Erfüllung eines Barlegates durch Überweisung des Geldbetrages aus der Verwertung endbesteuerten Vermögens

Rechtssätze

Stammrechtssätze

Für die erbschaftssteuerliche Beurteilung ist entscheidend, ob ein Barlegat unmittelbar durch die Übergabe eines dem Erblasser gehörenden Sparbuches an den Legatar erfüllt wird (dann Steuerfreiheit nach § 15 Abs. 1 Z. 17 ErbStG für den Erwerb des Legatars) oder ob das Sparbuch dem Erben verbleibt und dem Legatar bloß ein vom Sparbuch abgehobener Geldbetrag zukommt (in diesem Fall steht die Steuerbefreiung dem Erben zu).

Zusatzinformationen

betroffene Normen:
Schlagworte
Endbesteuerung, Barlegat, Realisat

Entscheidungstext

Der unabhängige Finanzsenat hat über die Berufung des GD, K, gegen den Bescheid des Finanzamtes für Gebühren und Verkehrsteuern Wien vom 24. Juni 2002, ErfNr. xxx/2000, betreffend Erbschaftssteuer entschieden:

Die Berufung wird als unbegründet abgewiesen.

Entscheidungsgründe

Nach der am 12. Juni 2000 verstorbenen Frau HN war deren Nichte Frau ID zur testamentarischen Alleinerbin berufen. Mit letztwilliger Anordnung vom 9. Mai 1997 hat die Erblasserin mehrere Barlegate angeordnet, und zwar ua. einen Betrag von S 100.000,00 an ihren Neffen Herrn GD, den nunmehrigen Berufungswerber (kurz Bw.). Das Legat wurde vom Bw. angenommen.

Im Nachlassvermögen befand sich ua. endbesteuertes Vermögen iSd § 15 Abs. 1 Z. 17 ErbStG. Bei Bemssung der Erbschaftsteuer für Frau ID wurde der Gesamtbetrag des endbesteuerten Vermögens in Abzug gebracht.

Mit Bescheid vom 24. Juni 2002 setzte das Finanzamt für Gebühren und Verkehrsteuern in Wien gegenüber dem Bw. Erbschaftsteuer in Höhe von € 546,50 (entspricht S 7.520,00) fest.

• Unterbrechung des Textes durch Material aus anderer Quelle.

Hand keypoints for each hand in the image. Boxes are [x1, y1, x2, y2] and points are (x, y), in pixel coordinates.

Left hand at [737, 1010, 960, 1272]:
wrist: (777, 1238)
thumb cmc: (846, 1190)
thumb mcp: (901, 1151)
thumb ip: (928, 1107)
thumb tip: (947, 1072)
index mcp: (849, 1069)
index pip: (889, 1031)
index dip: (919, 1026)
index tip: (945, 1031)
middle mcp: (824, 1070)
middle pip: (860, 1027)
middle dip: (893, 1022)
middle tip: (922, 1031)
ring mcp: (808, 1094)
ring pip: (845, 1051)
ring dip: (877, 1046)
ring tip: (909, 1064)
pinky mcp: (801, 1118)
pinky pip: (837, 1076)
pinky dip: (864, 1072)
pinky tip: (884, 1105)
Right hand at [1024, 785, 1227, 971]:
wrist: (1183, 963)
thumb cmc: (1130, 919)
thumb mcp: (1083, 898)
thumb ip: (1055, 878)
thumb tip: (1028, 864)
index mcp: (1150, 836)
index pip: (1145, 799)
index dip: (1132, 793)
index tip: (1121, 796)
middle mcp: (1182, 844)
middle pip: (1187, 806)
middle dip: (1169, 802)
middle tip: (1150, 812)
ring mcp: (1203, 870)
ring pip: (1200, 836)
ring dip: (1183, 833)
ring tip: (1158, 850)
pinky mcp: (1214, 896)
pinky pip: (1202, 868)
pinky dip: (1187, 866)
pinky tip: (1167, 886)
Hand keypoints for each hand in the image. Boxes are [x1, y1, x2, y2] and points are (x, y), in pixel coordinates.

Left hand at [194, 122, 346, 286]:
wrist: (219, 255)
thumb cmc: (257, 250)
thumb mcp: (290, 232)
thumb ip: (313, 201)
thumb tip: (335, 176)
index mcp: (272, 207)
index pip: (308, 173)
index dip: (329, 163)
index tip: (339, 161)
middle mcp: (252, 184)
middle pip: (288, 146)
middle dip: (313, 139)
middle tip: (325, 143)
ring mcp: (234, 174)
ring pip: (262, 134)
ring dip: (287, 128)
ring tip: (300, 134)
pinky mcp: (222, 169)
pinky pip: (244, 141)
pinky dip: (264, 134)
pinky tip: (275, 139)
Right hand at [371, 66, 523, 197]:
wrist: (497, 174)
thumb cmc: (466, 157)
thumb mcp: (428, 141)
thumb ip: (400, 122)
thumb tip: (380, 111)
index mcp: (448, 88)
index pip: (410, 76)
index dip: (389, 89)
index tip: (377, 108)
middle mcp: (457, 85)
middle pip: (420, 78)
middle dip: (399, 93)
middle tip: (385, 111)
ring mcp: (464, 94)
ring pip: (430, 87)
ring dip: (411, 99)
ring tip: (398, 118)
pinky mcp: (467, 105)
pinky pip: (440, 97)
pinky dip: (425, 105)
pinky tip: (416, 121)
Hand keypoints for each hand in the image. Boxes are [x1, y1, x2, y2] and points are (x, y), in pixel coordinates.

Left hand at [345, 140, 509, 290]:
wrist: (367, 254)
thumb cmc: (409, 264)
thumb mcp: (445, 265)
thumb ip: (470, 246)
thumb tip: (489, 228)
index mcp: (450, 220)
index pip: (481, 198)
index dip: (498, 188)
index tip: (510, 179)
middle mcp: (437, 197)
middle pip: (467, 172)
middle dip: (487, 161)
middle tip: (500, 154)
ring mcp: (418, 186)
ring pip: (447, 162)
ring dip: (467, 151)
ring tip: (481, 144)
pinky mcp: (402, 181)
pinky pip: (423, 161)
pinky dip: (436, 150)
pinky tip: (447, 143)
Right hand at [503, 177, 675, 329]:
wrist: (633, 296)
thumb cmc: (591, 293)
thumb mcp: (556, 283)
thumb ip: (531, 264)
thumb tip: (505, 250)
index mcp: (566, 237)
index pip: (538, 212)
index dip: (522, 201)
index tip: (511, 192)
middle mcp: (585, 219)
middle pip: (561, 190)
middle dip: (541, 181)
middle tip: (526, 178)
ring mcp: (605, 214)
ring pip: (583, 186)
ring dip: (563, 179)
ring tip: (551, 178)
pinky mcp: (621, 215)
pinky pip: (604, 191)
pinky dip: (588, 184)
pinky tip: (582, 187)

In der dagegen eingebrachten Berufung wurde eingewandt, dass das Legat in der Höhe von S 100.000,00 laut Auskunft des Notars Dr.L durch Auflösung eines Sparbuches ausbezahlt worden sei. Durch die bezahlte Kapitalertragsteuer auf Sparbücher sei die Erbschaftsteuer bereits abgegolten.

Mit Berufungsvorentscheidung vom 30. Juli 2002 wies das Finanzamt die Berufung als unbegründet ab. Zur Begründung wurde darauf hingewiesen, dass dem Bw. vom Erblasser ein Barlegat (nicht das Legat eines Sparbuches) ausgesetzt worden sei. Die Sparbücher würden Erwerbe von Todes wegen der Erbin darstellen und sei dieser daher auch die Erbschaftsteuerbefreiung gemäß § 15 Abs. 1 Z. 17 ErbStG zu gewähren. Die Gewährung der Erbschaftsteuerbefreiung gemäß § 15 Abs. 1 Z. 17 ErbStG für denselben Aktivposten für den Bw. sei nicht möglich.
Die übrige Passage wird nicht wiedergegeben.